(Entries taken from a collection)
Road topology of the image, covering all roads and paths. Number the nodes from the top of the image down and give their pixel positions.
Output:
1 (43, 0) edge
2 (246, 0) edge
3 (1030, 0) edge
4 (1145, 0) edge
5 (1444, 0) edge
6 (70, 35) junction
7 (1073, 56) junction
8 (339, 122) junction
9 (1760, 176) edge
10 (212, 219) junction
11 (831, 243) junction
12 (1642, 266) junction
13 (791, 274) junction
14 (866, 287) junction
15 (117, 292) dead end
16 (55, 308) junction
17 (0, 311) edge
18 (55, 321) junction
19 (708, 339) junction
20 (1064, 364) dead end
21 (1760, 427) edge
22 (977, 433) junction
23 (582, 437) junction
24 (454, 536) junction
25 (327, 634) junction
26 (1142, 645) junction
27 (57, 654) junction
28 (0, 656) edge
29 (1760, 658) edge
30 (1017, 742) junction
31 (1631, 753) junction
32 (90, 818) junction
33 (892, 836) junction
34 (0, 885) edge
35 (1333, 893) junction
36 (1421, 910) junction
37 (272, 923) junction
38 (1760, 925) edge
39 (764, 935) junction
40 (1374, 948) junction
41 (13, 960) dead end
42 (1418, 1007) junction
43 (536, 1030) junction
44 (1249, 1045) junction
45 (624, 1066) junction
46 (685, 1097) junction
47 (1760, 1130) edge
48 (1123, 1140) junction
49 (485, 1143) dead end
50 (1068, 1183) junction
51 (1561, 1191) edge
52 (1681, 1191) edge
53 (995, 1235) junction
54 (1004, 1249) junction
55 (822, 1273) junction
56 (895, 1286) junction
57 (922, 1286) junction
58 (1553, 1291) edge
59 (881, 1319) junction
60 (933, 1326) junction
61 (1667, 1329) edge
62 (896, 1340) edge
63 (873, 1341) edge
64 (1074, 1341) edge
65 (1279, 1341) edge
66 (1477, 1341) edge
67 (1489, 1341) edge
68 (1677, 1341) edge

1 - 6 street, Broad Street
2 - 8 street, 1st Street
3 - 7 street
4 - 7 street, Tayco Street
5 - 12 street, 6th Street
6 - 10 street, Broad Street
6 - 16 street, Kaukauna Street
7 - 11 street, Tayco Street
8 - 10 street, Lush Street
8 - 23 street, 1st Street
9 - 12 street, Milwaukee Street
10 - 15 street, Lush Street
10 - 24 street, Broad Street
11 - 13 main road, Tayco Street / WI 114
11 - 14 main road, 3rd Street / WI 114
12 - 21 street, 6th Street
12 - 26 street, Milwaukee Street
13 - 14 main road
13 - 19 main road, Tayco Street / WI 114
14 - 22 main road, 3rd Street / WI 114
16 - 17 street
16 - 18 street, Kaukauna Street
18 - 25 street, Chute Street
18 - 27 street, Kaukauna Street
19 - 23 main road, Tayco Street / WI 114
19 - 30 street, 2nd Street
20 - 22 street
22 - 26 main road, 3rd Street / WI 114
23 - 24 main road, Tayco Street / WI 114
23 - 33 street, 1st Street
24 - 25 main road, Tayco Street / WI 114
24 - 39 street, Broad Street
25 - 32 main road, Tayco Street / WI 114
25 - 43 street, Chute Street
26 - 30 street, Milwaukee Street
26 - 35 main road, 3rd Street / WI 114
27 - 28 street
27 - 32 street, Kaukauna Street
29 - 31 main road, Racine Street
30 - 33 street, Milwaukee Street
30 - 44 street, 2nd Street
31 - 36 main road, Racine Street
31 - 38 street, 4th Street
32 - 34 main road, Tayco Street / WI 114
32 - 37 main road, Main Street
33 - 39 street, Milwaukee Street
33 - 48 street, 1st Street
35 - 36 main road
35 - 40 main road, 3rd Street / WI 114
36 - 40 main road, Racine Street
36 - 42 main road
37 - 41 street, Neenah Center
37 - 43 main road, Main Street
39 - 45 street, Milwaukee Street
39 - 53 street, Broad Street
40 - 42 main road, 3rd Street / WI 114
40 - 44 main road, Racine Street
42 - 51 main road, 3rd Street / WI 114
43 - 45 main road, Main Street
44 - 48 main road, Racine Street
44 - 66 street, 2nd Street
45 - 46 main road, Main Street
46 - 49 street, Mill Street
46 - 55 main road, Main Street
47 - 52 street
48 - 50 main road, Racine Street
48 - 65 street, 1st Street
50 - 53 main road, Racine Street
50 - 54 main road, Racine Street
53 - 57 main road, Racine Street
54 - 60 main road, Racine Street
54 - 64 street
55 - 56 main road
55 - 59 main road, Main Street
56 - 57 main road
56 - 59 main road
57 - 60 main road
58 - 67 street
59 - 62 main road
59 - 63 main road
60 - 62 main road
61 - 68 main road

EXERCISE: Set out the records again, exactly as they appear above.

EXERCISE OUTPUT:
Road topology of the image, covering all roads and paths. Number the nodes from the top of the image down and give their pixel positions.
Output:
1 (43, 0) edge
2 (246, 0) edge
3 (1030, 0) edge
4 (1145, 0) edge
5 (1444, 0) edge
6 (70, 35) junction
7 (1073, 56) junction
8 (339, 122) junction
9 (1760, 176) edge
10 (212, 219) junction
11 (831, 243) junction
12 (1642, 266) junction
13 (791, 274) junction
14 (866, 287) junction
15 (117, 292) dead end
16 (55, 308) junction
17 (0, 311) edge
18 (55, 321) junction
19 (708, 339) junction
20 (1064, 364) dead end
21 (1760, 427) edge
22 (977, 433) junction
23 (582, 437) junction
24 (454, 536) junction
25 (327, 634) junction
26 (1142, 645) junction
27 (57, 654) junction
28 (0, 656) edge
29 (1760, 658) edge
30 (1017, 742) junction
31 (1631, 753) junction
32 (90, 818) junction
33 (892, 836) junction
34 (0, 885) edge
35 (1333, 893) junction
36 (1421, 910) junction
37 (272, 923) junction
38 (1760, 925) edge
39 (764, 935) junction
40 (1374, 948) junction
41 (13, 960) dead end
42 (1418, 1007) junction
43 (536, 1030) junction
44 (1249, 1045) junction
45 (624, 1066) junction
46 (685, 1097) junction
47 (1760, 1130) edge
48 (1123, 1140) junction
49 (485, 1143) dead end
50 (1068, 1183) junction
51 (1561, 1191) edge
52 (1681, 1191) edge
53 (995, 1235) junction
54 (1004, 1249) junction
55 (822, 1273) junction
56 (895, 1286) junction
57 (922, 1286) junction
58 (1553, 1291) edge
59 (881, 1319) junction
60 (933, 1326) junction
61 (1667, 1329) edge
62 (896, 1340) edge
63 (873, 1341) edge
64 (1074, 1341) edge
65 (1279, 1341) edge
66 (1477, 1341) edge
67 (1489, 1341) edge
68 (1677, 1341) edge

1 - 6 street, Broad Street
2 - 8 street, 1st Street
3 - 7 street
4 - 7 street, Tayco Street
5 - 12 street, 6th Street
6 - 10 street, Broad Street
6 - 16 street, Kaukauna Street
7 - 11 street, Tayco Street
8 - 10 street, Lush Street
8 - 23 street, 1st Street
9 - 12 street, Milwaukee Street
10 - 15 street, Lush Street
10 - 24 street, Broad Street
11 - 13 main road, Tayco Street / WI 114
11 - 14 main road, 3rd Street / WI 114
12 - 21 street, 6th Street
12 - 26 street, Milwaukee Street
13 - 14 main road
13 - 19 main road, Tayco Street / WI 114
14 - 22 main road, 3rd Street / WI 114
16 - 17 street
16 - 18 street, Kaukauna Street
18 - 25 street, Chute Street
18 - 27 street, Kaukauna Street
19 - 23 main road, Tayco Street / WI 114
19 - 30 street, 2nd Street
20 - 22 street
22 - 26 main road, 3rd Street / WI 114
23 - 24 main road, Tayco Street / WI 114
23 - 33 street, 1st Street
24 - 25 main road, Tayco Street / WI 114
24 - 39 street, Broad Street
25 - 32 main road, Tayco Street / WI 114
25 - 43 street, Chute Street
26 - 30 street, Milwaukee Street
26 - 35 main road, 3rd Street / WI 114
27 - 28 street
27 - 32 street, Kaukauna Street
29 - 31 main road, Racine Street
30 - 33 street, Milwaukee Street
30 - 44 street, 2nd Street
31 - 36 main road, Racine Street
31 - 38 street, 4th Street
32 - 34 main road, Tayco Street / WI 114
32 - 37 main road, Main Street
33 - 39 street, Milwaukee Street
33 - 48 street, 1st Street
35 - 36 main road
35 - 40 main road, 3rd Street / WI 114
36 - 40 main road, Racine Street
36 - 42 main road
37 - 41 street, Neenah Center
37 - 43 main road, Main Street
39 - 45 street, Milwaukee Street
39 - 53 street, Broad Street
40 - 42 main road, 3rd Street / WI 114
40 - 44 main road, Racine Street
42 - 51 main road, 3rd Street / WI 114
43 - 45 main road, Main Street
44 - 48 main road, Racine Street
44 - 66 street, 2nd Street
45 - 46 main road, Main Street
46 - 49 street, Mill Street
46 - 55 main road, Main Street
47 - 52 street
48 - 50 main road, Racine Street
48 - 65 street, 1st Street
50 - 53 main road, Racine Street
50 - 54 main road, Racine Street
53 - 57 main road, Racine Street
54 - 60 main road, Racine Street
54 - 64 street
55 - 56 main road
55 - 59 main road, Main Street
56 - 57 main road
56 - 59 main road
57 - 60 main road
58 - 67 street
59 - 62 main road
59 - 63 main road
60 - 62 main road
61 - 68 main road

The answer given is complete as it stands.